- [Assigned task]
A faithful transcription of all the data, images excluded, is the required answer.

BEGIN Given data

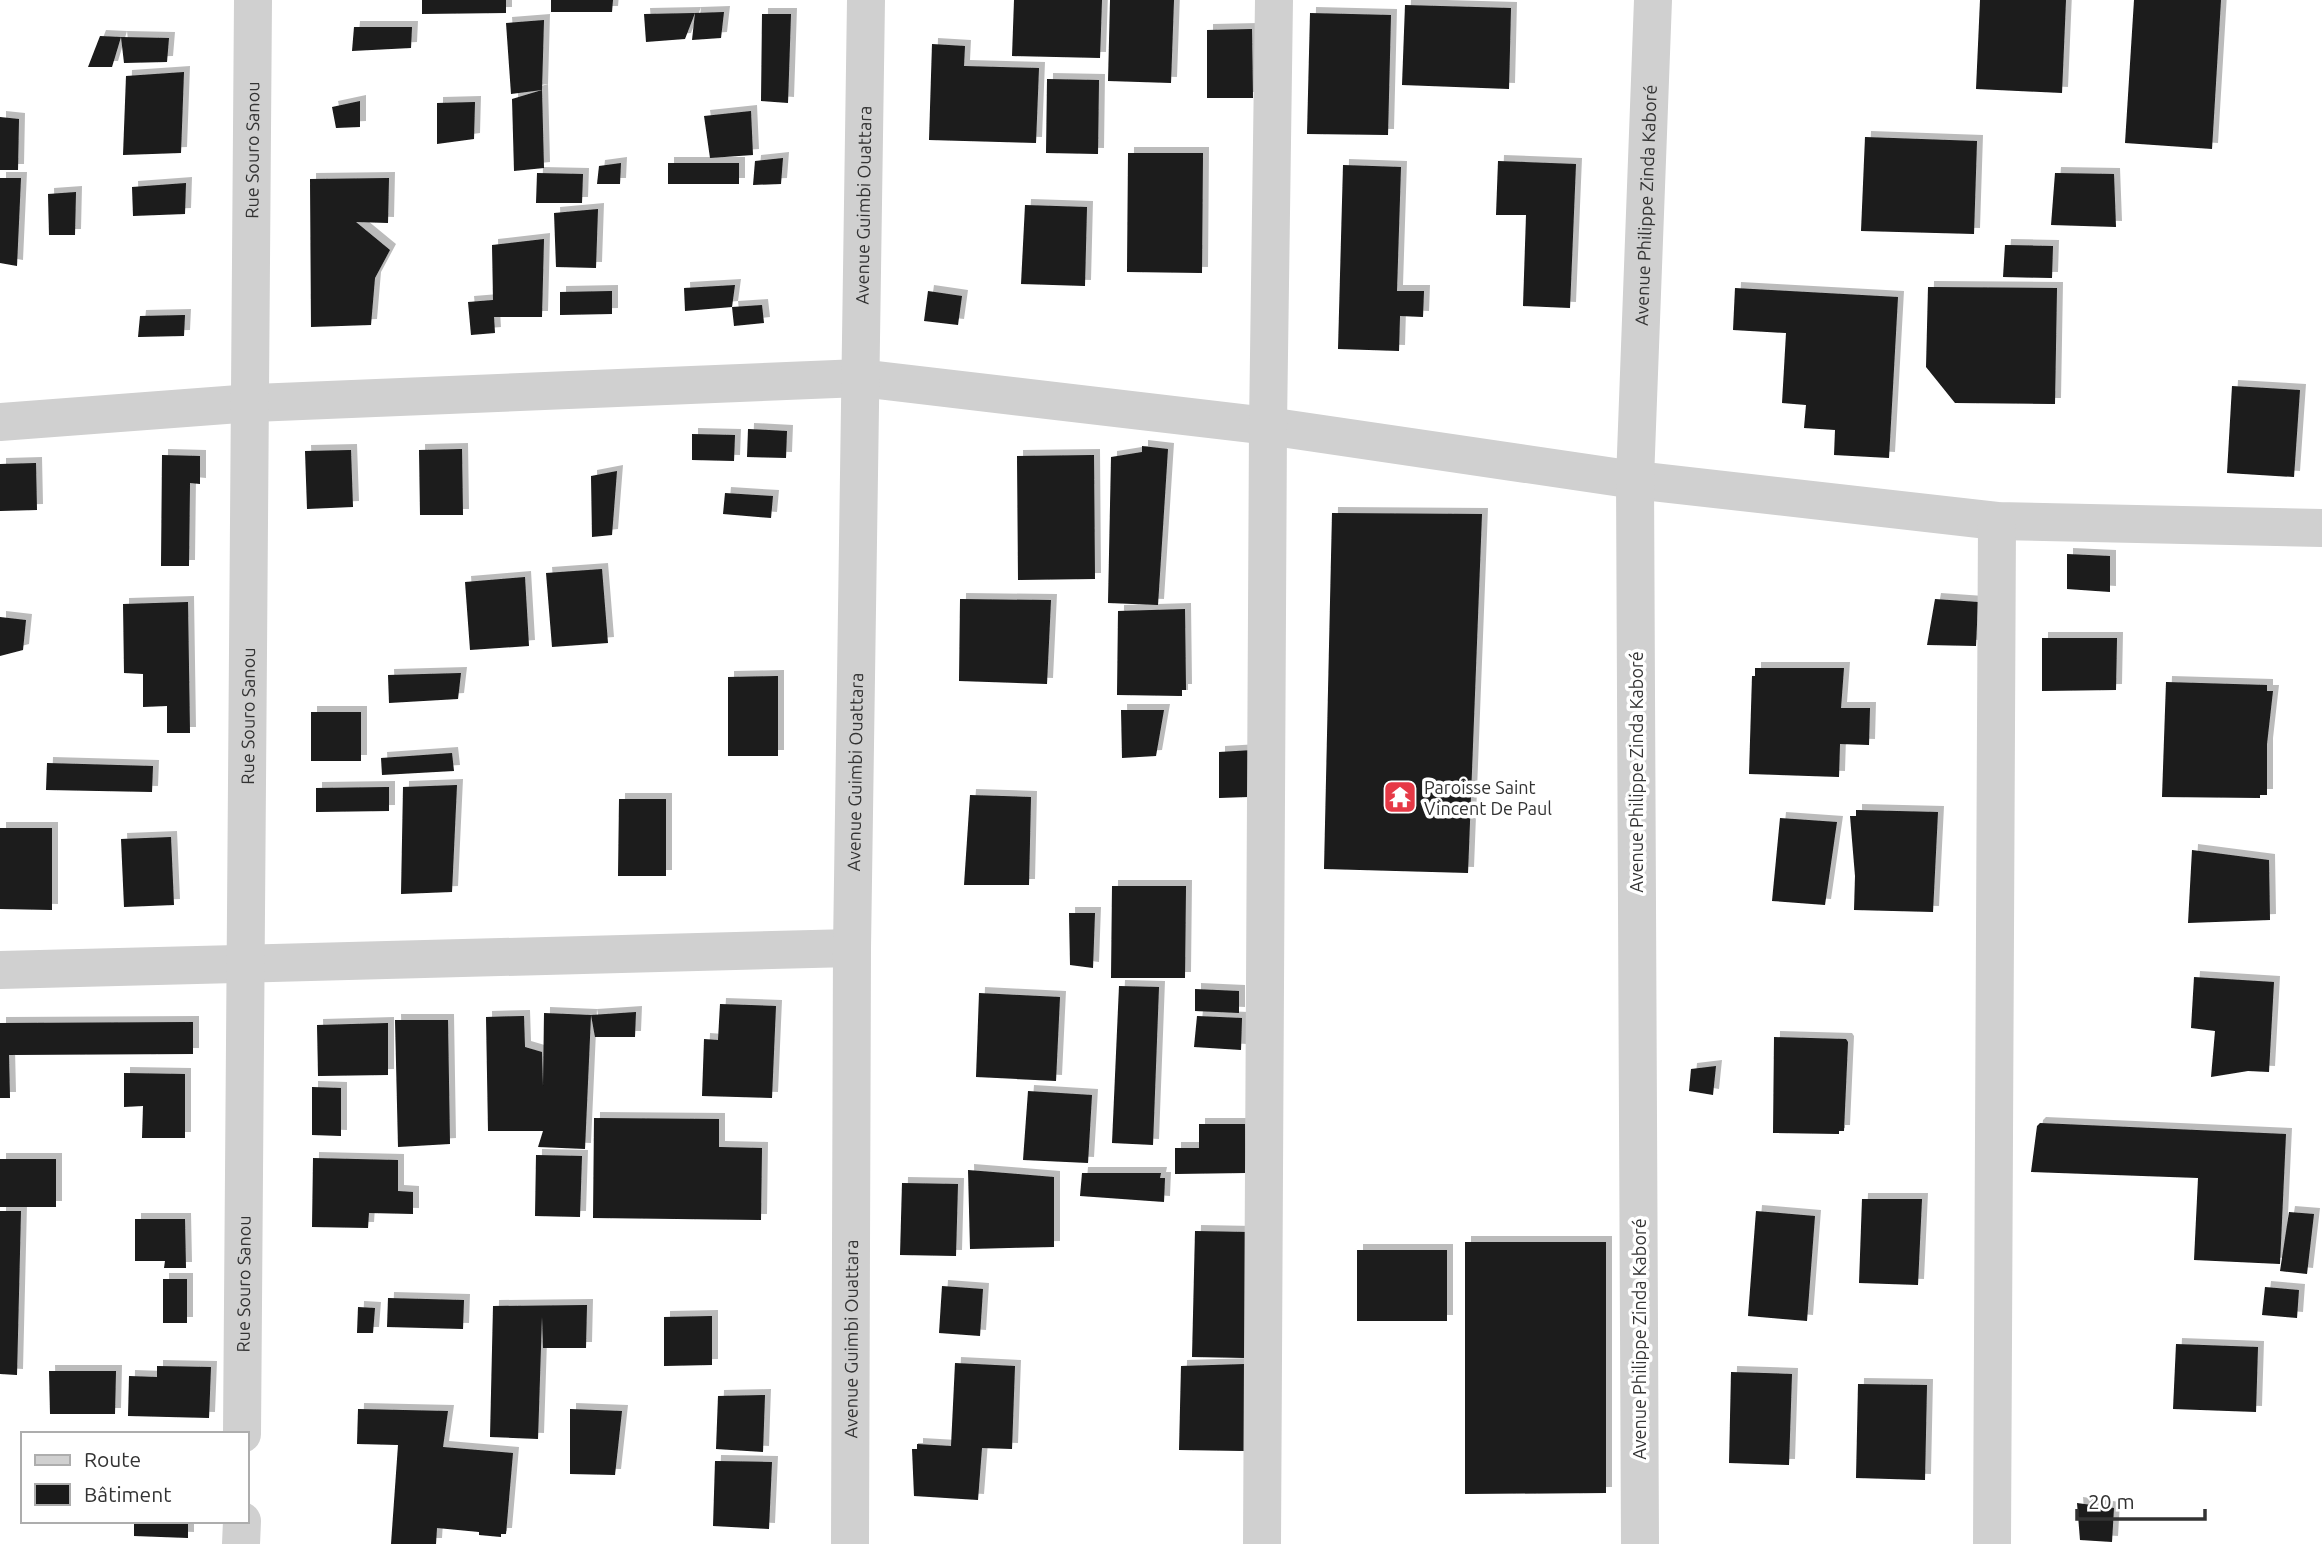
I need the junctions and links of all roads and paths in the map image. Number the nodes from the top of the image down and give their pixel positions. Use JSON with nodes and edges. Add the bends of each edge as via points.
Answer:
{"nodes":[{"id":1,"x":253,"y":0,"type":"edge"},
{"id":2,"x":866,"y":0,"type":"edge"},
{"id":3,"x":1274,"y":0,"type":"edge"},
{"id":4,"x":1653,"y":0,"type":"edge"},
{"id":5,"x":860,"y":378,"type":"junction"},
{"id":6,"x":252,"y":402,"type":"junction"},
{"id":7,"x":0,"y":422,"type":"edge"},
{"id":8,"x":1268,"y":426,"type":"junction"},
{"id":9,"x":1635,"y":480,"type":"junction"},
{"id":10,"x":1997,"y":521,"type":"junction"},
{"id":11,"x":2322,"y":528,"type":"edge"},
{"id":12,"x":852,"y":948,"type":"junction"},
{"id":13,"x":244,"y":965,"type":"junction"},
{"id":14,"x":0,"y":970,"type":"edge"},
{"id":15,"x":242,"y":1432,"type":"edge"},
{"id":16,"x":242,"y":1523,"type":"edge"},
{"id":17,"x":242,"y":1544,"type":"edge"},
{"id":18,"x":850,"y":1544,"type":"edge"},
{"id":19,"x":1262,"y":1544,"type":"edge"},
{"id":20,"x":1640,"y":1544,"type":"edge"},
{"id":21,"x":1992,"y":1544,"type":"edge"}],
"edges":[{"from":1,"to":6,"type":"street","name":"Rue Souro Sanou"},
{"from":2,"to":5,"type":"street","name":"Avenue Guimbi Ouattara"},
{"from":3,"to":8,"type":"street"},
{"from":4,"to":9,"type":"street","name":"Avenue Philippe Zinda Kaboré"},
{"from":5,"to":6,"type":"street"},
{"from":5,"to":8,"type":"street"},
{"from":5,"to":12,"type":"street","name":"Avenue Guimbi Ouattara"},
{"from":6,"to":7,"type":"street"},
{"from":6,"to":13,"type":"street","name":"Rue Souro Sanou"},
{"from":8,"to":9,"type":"street"},
{"from":8,"to":19,"type":"street"},
{"from":9,"to":10,"type":"street"},
{"from":9,"to":20,"type":"street","name":"Avenue Philippe Zinda Kaboré"},
{"from":10,"to":11,"type":"street"},
{"from":10,"to":21,"type":"street"},
{"from":12,"to":13,"type":"street"},
{"from":12,"to":18,"type":"street","name":"Avenue Guimbi Ouattara"},
{"from":13,"to":14,"type":"street"},
{"from":13,"to":15,"type":"street","name":"Rue Souro Sanou"},
{"from":16,"to":17,"type":"street"}]}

END Given data

- [Solution]
I need the junctions and links of all roads and paths in the map image. Number the nodes from the top of the image down and give their pixel positions. Use JSON with nodes and edges. Add the bends of each edge as via points.
Answer:
{"nodes":[{"id":1,"x":253,"y":0,"type":"edge"},
{"id":2,"x":866,"y":0,"type":"edge"},
{"id":3,"x":1274,"y":0,"type":"edge"},
{"id":4,"x":1653,"y":0,"type":"edge"},
{"id":5,"x":860,"y":378,"type":"junction"},
{"id":6,"x":252,"y":402,"type":"junction"},
{"id":7,"x":0,"y":422,"type":"edge"},
{"id":8,"x":1268,"y":426,"type":"junction"},
{"id":9,"x":1635,"y":480,"type":"junction"},
{"id":10,"x":1997,"y":521,"type":"junction"},
{"id":11,"x":2322,"y":528,"type":"edge"},
{"id":12,"x":852,"y":948,"type":"junction"},
{"id":13,"x":244,"y":965,"type":"junction"},
{"id":14,"x":0,"y":970,"type":"edge"},
{"id":15,"x":242,"y":1432,"type":"edge"},
{"id":16,"x":242,"y":1523,"type":"edge"},
{"id":17,"x":242,"y":1544,"type":"edge"},
{"id":18,"x":850,"y":1544,"type":"edge"},
{"id":19,"x":1262,"y":1544,"type":"edge"},
{"id":20,"x":1640,"y":1544,"type":"edge"},
{"id":21,"x":1992,"y":1544,"type":"edge"}],
"edges":[{"from":1,"to":6,"type":"street","name":"Rue Souro Sanou"},
{"from":2,"to":5,"type":"street","name":"Avenue Guimbi Ouattara"},
{"from":3,"to":8,"type":"street"},
{"from":4,"to":9,"type":"street","name":"Avenue Philippe Zinda Kaboré"},
{"from":5,"to":6,"type":"street"},
{"from":5,"to":8,"type":"street"},
{"from":5,"to":12,"type":"street","name":"Avenue Guimbi Ouattara"},
{"from":6,"to":7,"type":"street"},
{"from":6,"to":13,"type":"street","name":"Rue Souro Sanou"},
{"from":8,"to":9,"type":"street"},
{"from":8,"to":19,"type":"street"},
{"from":9,"to":10,"type":"street"},
{"from":9,"to":20,"type":"street","name":"Avenue Philippe Zinda Kaboré"},
{"from":10,"to":11,"type":"street"},
{"from":10,"to":21,"type":"street"},
{"from":12,"to":13,"type":"street"},
{"from":12,"to":18,"type":"street","name":"Avenue Guimbi Ouattara"},
{"from":13,"to":14,"type":"street"},
{"from":13,"to":15,"type":"street","name":"Rue Souro Sanou"},
{"from":16,"to":17,"type":"street"}]}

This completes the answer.